EXERCISE DESCRIPTION
All entries are to be reproduced exactly; the pictures are to be omitted.

** DATA FOR ANALYSIS follows **

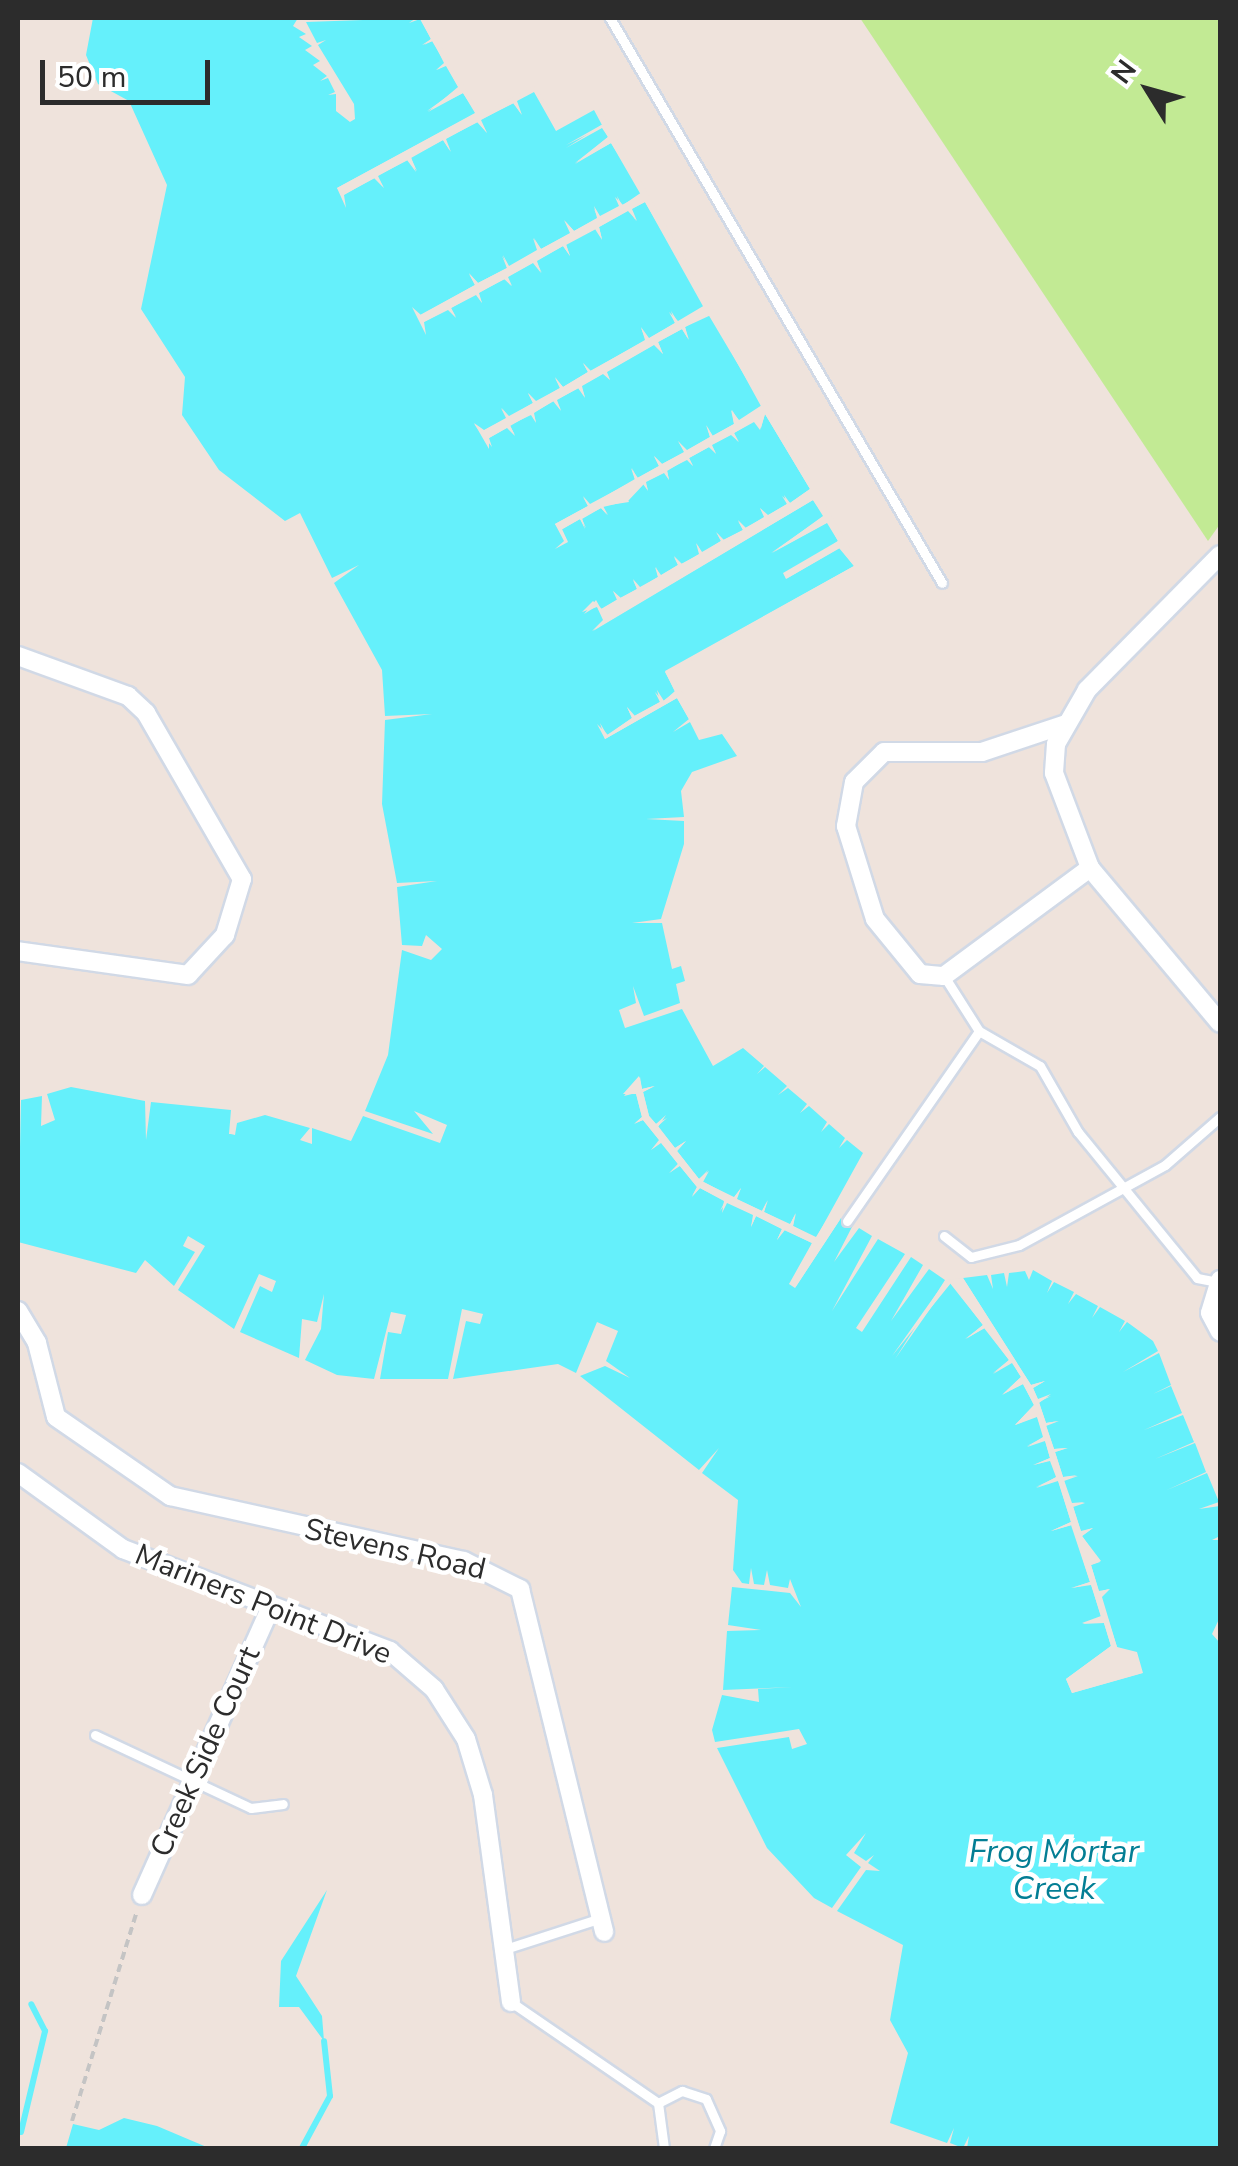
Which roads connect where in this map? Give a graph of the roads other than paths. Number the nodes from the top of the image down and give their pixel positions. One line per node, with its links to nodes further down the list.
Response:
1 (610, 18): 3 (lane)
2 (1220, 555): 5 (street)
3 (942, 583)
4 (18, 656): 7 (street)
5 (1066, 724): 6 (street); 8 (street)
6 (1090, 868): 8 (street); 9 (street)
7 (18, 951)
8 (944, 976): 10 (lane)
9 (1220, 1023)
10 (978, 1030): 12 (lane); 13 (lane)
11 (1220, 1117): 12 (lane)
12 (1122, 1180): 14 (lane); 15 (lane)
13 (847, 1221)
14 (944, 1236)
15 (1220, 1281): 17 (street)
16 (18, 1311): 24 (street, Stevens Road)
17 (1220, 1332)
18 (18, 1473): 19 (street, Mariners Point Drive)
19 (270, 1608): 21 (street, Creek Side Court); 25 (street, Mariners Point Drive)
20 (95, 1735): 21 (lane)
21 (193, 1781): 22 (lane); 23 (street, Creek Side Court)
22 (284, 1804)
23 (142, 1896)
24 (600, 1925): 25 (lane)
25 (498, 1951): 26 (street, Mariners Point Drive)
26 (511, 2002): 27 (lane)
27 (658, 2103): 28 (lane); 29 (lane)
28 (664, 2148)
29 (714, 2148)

** End of DATA FOR ANALYSIS **

SOLUTION
Which roads connect where in this map? Give a graph of the roads other than paths. Number the nodes from the top of the image down and give their pixel positions. One line per node, with its links to nodes further down the list.
Response:
1 (610, 18): 3 (lane)
2 (1220, 555): 5 (street)
3 (942, 583)
4 (18, 656): 7 (street)
5 (1066, 724): 6 (street); 8 (street)
6 (1090, 868): 8 (street); 9 (street)
7 (18, 951)
8 (944, 976): 10 (lane)
9 (1220, 1023)
10 (978, 1030): 12 (lane); 13 (lane)
11 (1220, 1117): 12 (lane)
12 (1122, 1180): 14 (lane); 15 (lane)
13 (847, 1221)
14 (944, 1236)
15 (1220, 1281): 17 (street)
16 (18, 1311): 24 (street, Stevens Road)
17 (1220, 1332)
18 (18, 1473): 19 (street, Mariners Point Drive)
19 (270, 1608): 21 (street, Creek Side Court); 25 (street, Mariners Point Drive)
20 (95, 1735): 21 (lane)
21 (193, 1781): 22 (lane); 23 (street, Creek Side Court)
22 (284, 1804)
23 (142, 1896)
24 (600, 1925): 25 (lane)
25 (498, 1951): 26 (street, Mariners Point Drive)
26 (511, 2002): 27 (lane)
27 (658, 2103): 28 (lane); 29 (lane)
28 (664, 2148)
29 (714, 2148)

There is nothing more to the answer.